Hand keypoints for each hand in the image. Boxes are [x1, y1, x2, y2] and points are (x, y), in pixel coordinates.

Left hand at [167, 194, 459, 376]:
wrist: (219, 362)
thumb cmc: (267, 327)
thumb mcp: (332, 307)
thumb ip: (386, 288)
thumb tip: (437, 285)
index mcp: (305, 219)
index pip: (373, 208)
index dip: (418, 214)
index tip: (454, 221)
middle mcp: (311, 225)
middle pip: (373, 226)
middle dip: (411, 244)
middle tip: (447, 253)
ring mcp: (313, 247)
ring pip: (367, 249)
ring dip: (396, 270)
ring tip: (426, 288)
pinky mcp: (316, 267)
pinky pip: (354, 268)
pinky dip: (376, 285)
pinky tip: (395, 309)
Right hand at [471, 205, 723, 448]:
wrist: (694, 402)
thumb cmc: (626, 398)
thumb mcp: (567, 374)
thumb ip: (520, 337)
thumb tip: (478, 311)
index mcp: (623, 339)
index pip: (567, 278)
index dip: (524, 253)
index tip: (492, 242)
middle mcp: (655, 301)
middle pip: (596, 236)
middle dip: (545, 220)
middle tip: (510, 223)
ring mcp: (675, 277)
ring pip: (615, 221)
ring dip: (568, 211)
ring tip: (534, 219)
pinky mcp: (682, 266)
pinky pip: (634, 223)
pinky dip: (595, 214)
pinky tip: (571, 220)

[ACTION ITEM]
Copy the material above, keeping every line exactly as it stands.

[RESULT]
Hand keypoints for each hand in the image. Boxes are [x1, y1, x2, y2] and points are (x, y), in pixel coordinates.

Left hand at [167, 194, 459, 376]:
wrist: (219, 362)
thumb cmc: (267, 327)
thumb mcp: (332, 307)
thumb ip: (386, 288)
thumb tip: (437, 285)
index mcp: (305, 219)
index pip: (373, 208)
index dip: (418, 214)
index tip: (454, 221)
middle mcp: (311, 225)
middle pip: (373, 226)
middle dip: (411, 244)
middle tip: (447, 253)
ring mcp: (313, 247)
ring pip: (367, 249)
ring dip: (396, 270)
ring tip: (426, 288)
pinky mcp: (316, 267)
pinky pip: (354, 268)
pinky dip: (376, 285)
pinky tip: (395, 309)
Right hand at [471, 205, 723, 448]:
wrist: (694, 402)
thumb cmc: (626, 398)
thumb mcp: (567, 374)
thumb ip: (520, 337)
thumb tip: (478, 311)
index mcp: (623, 339)
index pip: (567, 278)
index dip: (524, 253)
index tip: (492, 242)
middle mcp: (655, 301)
middle pip: (596, 236)
middle dip: (545, 220)
middle tip: (510, 223)
ring mcp: (675, 277)
ring pip: (615, 221)
ring dip: (568, 211)
ring tip: (534, 219)
pinky mcp: (682, 266)
pinky pip: (634, 223)
pinky dip: (595, 214)
pinky tip: (571, 220)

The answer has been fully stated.